Tu mérites un pays est le deuxième roman de Leïla Bouherrafa, qui avait reçu en 2019 le prix des Jeunes Romanciers pour La Dédicace, également publié aux éditions Allary. Au fil de 49 courts chapitres, précédés d’un prologue et suivis d’un épilogue, l’autrice met en scène Leyla, une jeune femme exilée à Paris et qui séjourne au Dorothy, un hôtel insalubre occupé par des femmes en attente d’un logement social. Derrière la fragilité apparente du personnage et son ton faussement naïf se cachent une colère réelle et une critique mordante de la violence du système administratif et politique français dans son injonction à l’intégration et même à l’assimilation en termes de langue, de vêtement et plus largement, d’apparence. Le pays natal de Layla, évoqué à plusieurs reprises avec beaucoup de nostalgie, ne sera jamais nommé au cours du roman : il est un « là-bas » que la jeune femme est invitée à oublier, à renier, pour obtenir le droit de vivre « ici », pour « mériter » la France. Les répétitions volontairement nombreuses qui scandent le texte disent les pierres d’achoppement mais aussi les points d’ancrage de Layla, comme ce rêve dans lequel elle prend la forme d’une anguille qui nage en pleine mer, à contre-courant, alors que les bains de mer lui manquent cruellement.

Layla réside à Paris depuis cinq ans et cherche à obtenir la nationalité française. Les démarches de la jeune femme et son angoisse face aux attentes qui lui sont formulées dessinent le fil rouge du récit. Marie-Ange, assistante sociale, lui donne des conseils pour son entretien de naturalisation et lui recommande de réfléchir à ce que signifie être Française, à ce qui fait la France. Mais pour Layla, la France est irréductible à une seule formule, et encore plus difficile à exprimer dans une langue qui n’est pas la sienne.

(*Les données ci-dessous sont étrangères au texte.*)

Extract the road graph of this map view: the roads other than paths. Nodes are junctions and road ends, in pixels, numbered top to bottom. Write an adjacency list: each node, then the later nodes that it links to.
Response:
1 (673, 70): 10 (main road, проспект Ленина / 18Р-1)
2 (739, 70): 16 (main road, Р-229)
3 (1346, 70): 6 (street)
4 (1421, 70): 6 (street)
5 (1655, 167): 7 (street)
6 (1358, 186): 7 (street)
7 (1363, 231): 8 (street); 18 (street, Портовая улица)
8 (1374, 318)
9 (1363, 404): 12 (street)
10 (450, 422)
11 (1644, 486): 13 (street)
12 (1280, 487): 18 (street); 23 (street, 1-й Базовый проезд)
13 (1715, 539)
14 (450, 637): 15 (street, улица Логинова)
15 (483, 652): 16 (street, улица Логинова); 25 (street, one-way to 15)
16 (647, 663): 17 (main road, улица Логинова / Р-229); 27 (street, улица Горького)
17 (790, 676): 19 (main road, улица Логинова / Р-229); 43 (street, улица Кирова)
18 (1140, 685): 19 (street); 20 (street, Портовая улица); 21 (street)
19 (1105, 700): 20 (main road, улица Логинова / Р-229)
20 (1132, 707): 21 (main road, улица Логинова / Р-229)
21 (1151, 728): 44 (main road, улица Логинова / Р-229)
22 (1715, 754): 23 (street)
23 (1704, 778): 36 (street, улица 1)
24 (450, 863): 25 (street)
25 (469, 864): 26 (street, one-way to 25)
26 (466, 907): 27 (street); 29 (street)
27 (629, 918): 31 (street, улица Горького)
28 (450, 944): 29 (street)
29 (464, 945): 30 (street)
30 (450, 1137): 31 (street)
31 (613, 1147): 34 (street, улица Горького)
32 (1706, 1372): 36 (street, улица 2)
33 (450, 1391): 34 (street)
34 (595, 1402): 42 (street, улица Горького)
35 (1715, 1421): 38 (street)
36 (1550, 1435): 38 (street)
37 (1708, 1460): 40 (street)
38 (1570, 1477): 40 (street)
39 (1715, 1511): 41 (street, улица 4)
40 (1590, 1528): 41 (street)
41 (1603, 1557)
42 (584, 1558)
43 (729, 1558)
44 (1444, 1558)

Derrière la fragilité apparente du personnage et son ton faussement naïf se cachent une colère réelle et une critique mordante de la violence du système administratif et politique français dans son injonction à l’intégration et même à l’assimilation

Au cours de ses déambulations dans Paris, Layla croise le chemin d’autres êtres également rejetés par le système : Claude, auxiliaire de vie à la retraite et à la rue, Momo, qui s’occupe d’un manège à Montmartre et dont la barbe dérange la municipalité, Saïda, sa compagne de chambre au Dorothy, qui emploie toute sa force à tenter de s’intégrer dans le paysage français. Le style oral et parfois enfantin de Layla permet une dénonciation des dominations vécues par la jeune femme, en tant que personne racisée dans un environnement majoritairement blanc, et en tant que femme. De fait, les violences psychologiques ou physiques exercées par les hommes sur les femmes, surtout celles en situation de précarité, sont évoquées à de nombreuses reprises dans le roman, qu’il s’agisse du marchand de sommeil du Dorothy, de harceleurs de rue, d’un sordide commerce de la violence ou encore, de manière tristement banale, d’un père absent. À Paris, le seul individu de sexe masculin auquel Layla a pu accorder sa confiance et son affection est Momo, qui est quant à lui l’objet d’un autre type de domination et d’intolérance, pour des raisons religieuses. Si Layla cherche à dompter sa langue pour éviter les mots qui font peur aux Français, comme ce « Inch’Allah » qui parfois lui échappe au grand dam de son assistante sociale, Momo préfère jeter l’éponge et quitter cet « ici » qui ne veut pas de lui. 

L’expérience de Leïla Bouherrafa en tant qu’enseignante de français et d’alphabétisation auprès de jeunes réfugiés a assurément permis à l’autrice d’exprimer le quotidien de la jeune réfugiée avec cette délicatesse pleine de rage, au travers d’un « regard de l’intérieur », tel que Layla les chérit, décidément « très, très rare » et plein de justesse.